On Monday I finally got the combination I have been hoping for at Planet Fitness for chest day, a free Smith machine and the ab slant board being available. The combination of the two would allow me to simulate a real decline bench press, the only real bench pressing I can do right now because of left shoulder pain. I have been trying to do decline with a regular bench but it sucks as the downward slope requires you to try to grip awkwardly with your feet and legs to keep yourself from sliding. With the decline ab bench I could lock my legs in place.
The combination of the two worked out well when combined with my being at a peak of my cyclical strength level. I pushed up a fake 265 for one rep (240lbs actually) and did rep totals at lower weights far exceeding any recent PF efforts. It really sucks that it is so hard at times to get access to the equipment you want to use. It’s so frustrating to see people that have absolutely no clue what they are doing tying up a smith machine for 20 minutes doing movements that are dangerous or have minimal value due to horrible form/ROM.
To say that decline bench pressing is ok for my shoulder is sort of misleading, it just hurts less. If I were to describe the sensation in my shoulder I would use this example. Take a piece of lunch meat and lay it on a plate.
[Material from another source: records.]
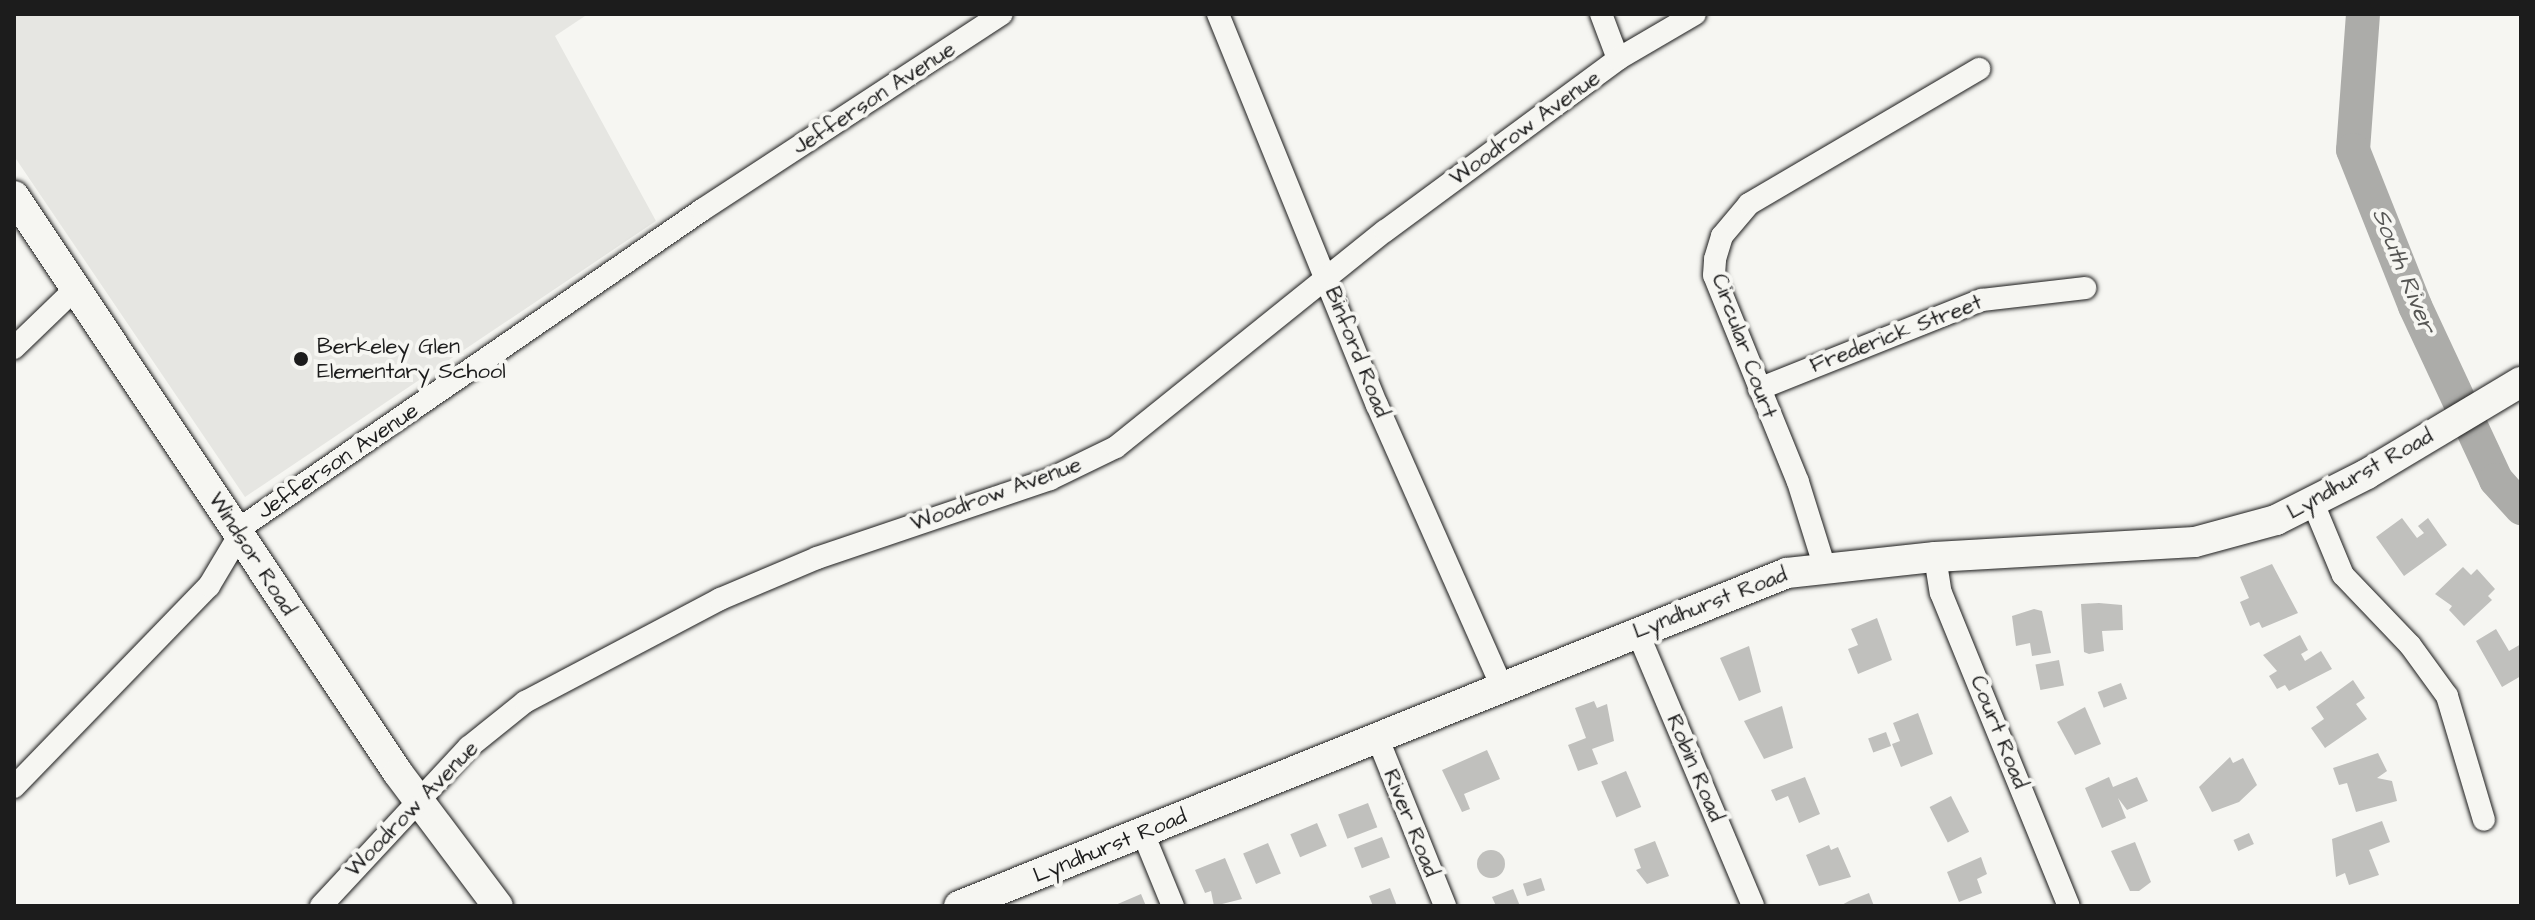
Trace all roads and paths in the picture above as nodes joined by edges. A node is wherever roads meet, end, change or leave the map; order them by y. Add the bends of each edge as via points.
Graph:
1 (1001, 14) edge
2 (1218, 14) edge
3 (1601, 14) edge
4 (1695, 14) edge
5 (1618, 59) junction
6 (1979, 69) dead end
7 (14, 196) edge
8 (1326, 276) junction
9 (2085, 288) dead end
10 (75, 289) junction
11 (14, 348) edge
12 (2521, 382) edge
13 (1759, 389) junction
14 (2313, 503) junction
15 (238, 532) junction
16 (1935, 557) junction
17 (1824, 565) junction
18 (1637, 631) junction
19 (1502, 687) junction
20 (1378, 739) junction
21 (14, 787) edge
22 (421, 803) junction
23 (2484, 820) dead end
24 (1143, 833) junction
25 (321, 906) edge
26 (498, 906) edge
27 (959, 906) edge
28 (1173, 906) edge
29 (1445, 906) edge
30 (1753, 906) edge
31 (2069, 906) edge

1 - 15 street, Jefferson Avenue via 702,210
2 - 8 street, Binford Road
3 - 5 street
4 - 5 street, Woodrow Avenue
5 - 8 street, Woodrow Avenue
6 - 13 street, Circular Court via 1762,196 1734,218 1722,236 1714,275
7 - 10 main road, Windsor Road
8 - 19 street, Binford Road
8 - 22 street, Woodrow Avenue via 1173,406 1116,447 1050,479 817,558 655,631 496,723
9 - 13 street, Frederick Street via 1982,300
10 - 11 street
10 - 15 main road, Windsor Road
12 - 14 main road, Lyndhurst Road
13 - 17 street, Circular Court via 1798,482
14 - 16 main road, Lyndhurst Road via 2236,534 2195,542
14 - 23 street via 2343,575 2410,645 2447,696
15 - 21 street, Jefferson Avenue via 209,586
15 - 22 main road, Windsor Road
16 - 17 main road, Lyndhurst Road
16 - 31 street, Court Road via 1941,593
17 - 18 main road, Lyndhurst Road via 1776,576
18 - 19 main road, Lyndhurst Road
18 - 30 street, Robin Road
19 - 20 main road, Lyndhurst Road
20 - 24 main road, Lyndhurst Road
20 - 29 street, River Road
22 - 25 street, Woodrow Avenue
22 - 26 main road, Windsor Road
24 - 27 main road, Lyndhurst Road
24 - 28 street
Now take a handful of small gravel and sprinkle it on the lunch meat. Finally, take one more piece of lunch meat and place it on top. Now run your hand back and forth over the lunch meat. That is how it feels.
As I mentioned, my workload for the last few months and likely to the end of the year is pretty massive. I am steering the ship of a ton of projects simultaneously, each one important in it’s own way, by far the most I have had to do/be responsible for, ever. I’m not complaining, I’m up to the challenge but it will sure be nice when I can go back to my normal, mostly static environment where things just sort of work because I put in the effort to make it that way.
The changes we are making are definitely trying to future proof the office where we are moving a lot of functions and services to the cloud where ultra-availability and redundancy is the norm. People often ask if I worry about job security as a result of cloud outsourcing. Of course I don’t as there is still plenty of technical expertise needed in migration, implementation, and maintenance of these IT solutions. By the time I actually worry about job security I will hopefully already have one foot on the retirement bus.